**The task**
Please write out the records exactly.

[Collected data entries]
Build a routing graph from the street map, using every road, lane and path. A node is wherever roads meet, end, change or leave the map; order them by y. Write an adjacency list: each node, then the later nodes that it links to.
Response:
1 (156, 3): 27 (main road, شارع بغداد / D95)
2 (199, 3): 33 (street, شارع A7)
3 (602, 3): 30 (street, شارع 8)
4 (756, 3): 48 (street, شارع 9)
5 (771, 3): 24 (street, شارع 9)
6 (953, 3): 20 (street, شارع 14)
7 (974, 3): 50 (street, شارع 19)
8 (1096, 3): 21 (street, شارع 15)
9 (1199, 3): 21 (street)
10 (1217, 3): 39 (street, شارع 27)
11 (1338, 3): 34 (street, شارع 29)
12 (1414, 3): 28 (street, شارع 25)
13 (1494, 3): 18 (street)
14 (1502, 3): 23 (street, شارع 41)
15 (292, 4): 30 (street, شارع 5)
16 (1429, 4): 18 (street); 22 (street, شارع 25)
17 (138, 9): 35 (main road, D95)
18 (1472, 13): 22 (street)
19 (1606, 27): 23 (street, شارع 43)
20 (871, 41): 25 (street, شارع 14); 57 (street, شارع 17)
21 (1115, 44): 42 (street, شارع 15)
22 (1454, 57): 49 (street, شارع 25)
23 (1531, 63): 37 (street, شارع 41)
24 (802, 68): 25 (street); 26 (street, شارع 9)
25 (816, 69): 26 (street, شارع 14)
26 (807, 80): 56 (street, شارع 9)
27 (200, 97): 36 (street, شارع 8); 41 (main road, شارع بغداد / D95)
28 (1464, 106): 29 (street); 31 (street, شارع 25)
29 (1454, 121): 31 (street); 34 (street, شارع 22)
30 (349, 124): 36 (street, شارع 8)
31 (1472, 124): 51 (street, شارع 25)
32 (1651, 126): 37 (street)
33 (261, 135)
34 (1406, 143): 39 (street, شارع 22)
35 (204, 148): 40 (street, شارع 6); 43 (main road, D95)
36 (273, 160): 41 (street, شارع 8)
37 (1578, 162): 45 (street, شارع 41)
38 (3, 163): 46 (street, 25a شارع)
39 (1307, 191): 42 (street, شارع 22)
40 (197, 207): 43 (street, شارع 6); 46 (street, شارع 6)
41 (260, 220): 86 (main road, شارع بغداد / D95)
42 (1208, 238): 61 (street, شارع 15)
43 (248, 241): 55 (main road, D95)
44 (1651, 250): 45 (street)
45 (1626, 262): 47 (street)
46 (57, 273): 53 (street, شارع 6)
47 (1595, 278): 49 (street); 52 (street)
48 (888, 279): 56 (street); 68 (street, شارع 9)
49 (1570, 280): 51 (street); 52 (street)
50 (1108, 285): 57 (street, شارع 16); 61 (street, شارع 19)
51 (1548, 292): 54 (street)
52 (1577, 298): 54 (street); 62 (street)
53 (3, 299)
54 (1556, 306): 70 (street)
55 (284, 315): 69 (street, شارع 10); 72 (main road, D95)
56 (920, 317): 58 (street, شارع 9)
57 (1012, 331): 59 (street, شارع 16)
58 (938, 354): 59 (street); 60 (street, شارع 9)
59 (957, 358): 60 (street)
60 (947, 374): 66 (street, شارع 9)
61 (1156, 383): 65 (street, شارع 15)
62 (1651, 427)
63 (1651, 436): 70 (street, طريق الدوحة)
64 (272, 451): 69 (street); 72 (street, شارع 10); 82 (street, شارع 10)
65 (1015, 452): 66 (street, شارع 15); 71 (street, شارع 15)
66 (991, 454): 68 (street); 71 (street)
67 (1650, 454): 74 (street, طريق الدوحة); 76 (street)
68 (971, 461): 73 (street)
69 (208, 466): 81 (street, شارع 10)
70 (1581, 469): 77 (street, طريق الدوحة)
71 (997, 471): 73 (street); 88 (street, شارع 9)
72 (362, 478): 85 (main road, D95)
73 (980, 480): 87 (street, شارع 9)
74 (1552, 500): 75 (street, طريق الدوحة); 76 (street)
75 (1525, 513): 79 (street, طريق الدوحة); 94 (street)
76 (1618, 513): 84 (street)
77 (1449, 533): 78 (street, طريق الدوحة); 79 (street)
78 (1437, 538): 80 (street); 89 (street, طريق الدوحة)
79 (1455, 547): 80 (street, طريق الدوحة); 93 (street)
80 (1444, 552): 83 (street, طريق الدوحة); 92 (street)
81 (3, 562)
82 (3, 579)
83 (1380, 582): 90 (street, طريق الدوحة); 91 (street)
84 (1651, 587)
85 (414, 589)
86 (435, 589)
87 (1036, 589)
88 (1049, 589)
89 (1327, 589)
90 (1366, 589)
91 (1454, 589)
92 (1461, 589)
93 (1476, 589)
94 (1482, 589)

**Result for this task**
Build a routing graph from the street map, using every road, lane and path. A node is wherever roads meet, end, change or leave the map; order them by y. Write an adjacency list: each node, then the later nodes that it links to.
Response:
1 (156, 3): 27 (main road, شارع بغداد / D95)
2 (199, 3): 33 (street, شارع A7)
3 (602, 3): 30 (street, شارع 8)
4 (756, 3): 48 (street, شارع 9)
5 (771, 3): 24 (street, شارع 9)
6 (953, 3): 20 (street, شارع 14)
7 (974, 3): 50 (street, شارع 19)
8 (1096, 3): 21 (street, شارع 15)
9 (1199, 3): 21 (street)
10 (1217, 3): 39 (street, شارع 27)
11 (1338, 3): 34 (street, شارع 29)
12 (1414, 3): 28 (street, شارع 25)
13 (1494, 3): 18 (street)
14 (1502, 3): 23 (street, شارع 41)
15 (292, 4): 30 (street, شارع 5)
16 (1429, 4): 18 (street); 22 (street, شارع 25)
17 (138, 9): 35 (main road, D95)
18 (1472, 13): 22 (street)
19 (1606, 27): 23 (street, شارع 43)
20 (871, 41): 25 (street, شارع 14); 57 (street, شارع 17)
21 (1115, 44): 42 (street, شارع 15)
22 (1454, 57): 49 (street, شارع 25)
23 (1531, 63): 37 (street, شارع 41)
24 (802, 68): 25 (street); 26 (street, شارع 9)
25 (816, 69): 26 (street, شارع 14)
26 (807, 80): 56 (street, شارع 9)
27 (200, 97): 36 (street, شارع 8); 41 (main road, شارع بغداد / D95)
28 (1464, 106): 29 (street); 31 (street, شارع 25)
29 (1454, 121): 31 (street); 34 (street, شارع 22)
30 (349, 124): 36 (street, شارع 8)
31 (1472, 124): 51 (street, شارع 25)
32 (1651, 126): 37 (street)
33 (261, 135)
34 (1406, 143): 39 (street, شارع 22)
35 (204, 148): 40 (street, شارع 6); 43 (main road, D95)
36 (273, 160): 41 (street, شارع 8)
37 (1578, 162): 45 (street, شارع 41)
38 (3, 163): 46 (street, 25a شارع)
39 (1307, 191): 42 (street, شارع 22)
40 (197, 207): 43 (street, شارع 6); 46 (street, شارع 6)
41 (260, 220): 86 (main road, شارع بغداد / D95)
42 (1208, 238): 61 (street, شارع 15)
43 (248, 241): 55 (main road, D95)
44 (1651, 250): 45 (street)
45 (1626, 262): 47 (street)
46 (57, 273): 53 (street, شارع 6)
47 (1595, 278): 49 (street); 52 (street)
48 (888, 279): 56 (street); 68 (street, شارع 9)
49 (1570, 280): 51 (street); 52 (street)
50 (1108, 285): 57 (street, شارع 16); 61 (street, شارع 19)
51 (1548, 292): 54 (street)
52 (1577, 298): 54 (street); 62 (street)
53 (3, 299)
54 (1556, 306): 70 (street)
55 (284, 315): 69 (street, شارع 10); 72 (main road, D95)
56 (920, 317): 58 (street, شارع 9)
57 (1012, 331): 59 (street, شارع 16)
58 (938, 354): 59 (street); 60 (street, شارع 9)
59 (957, 358): 60 (street)
60 (947, 374): 66 (street, شارع 9)
61 (1156, 383): 65 (street, شارع 15)
62 (1651, 427)
63 (1651, 436): 70 (street, طريق الدوحة)
64 (272, 451): 69 (street); 72 (street, شارع 10); 82 (street, شارع 10)
65 (1015, 452): 66 (street, شارع 15); 71 (street, شارع 15)
66 (991, 454): 68 (street); 71 (street)
67 (1650, 454): 74 (street, طريق الدوحة); 76 (street)
68 (971, 461): 73 (street)
69 (208, 466): 81 (street, شارع 10)
70 (1581, 469): 77 (street, طريق الدوحة)
71 (997, 471): 73 (street); 88 (street, شارع 9)
72 (362, 478): 85 (main road, D95)
73 (980, 480): 87 (street, شارع 9)
74 (1552, 500): 75 (street, طريق الدوحة); 76 (street)
75 (1525, 513): 79 (street, طريق الدوحة); 94 (street)
76 (1618, 513): 84 (street)
77 (1449, 533): 78 (street, طريق الدوحة); 79 (street)
78 (1437, 538): 80 (street); 89 (street, طريق الدوحة)
79 (1455, 547): 80 (street, طريق الدوحة); 93 (street)
80 (1444, 552): 83 (street, طريق الدوحة); 92 (street)
81 (3, 562)
82 (3, 579)
83 (1380, 582): 90 (street, طريق الدوحة); 91 (street)
84 (1651, 587)
85 (414, 589)
86 (435, 589)
87 (1036, 589)
88 (1049, 589)
89 (1327, 589)
90 (1366, 589)
91 (1454, 589)
92 (1461, 589)
93 (1476, 589)
94 (1482, 589)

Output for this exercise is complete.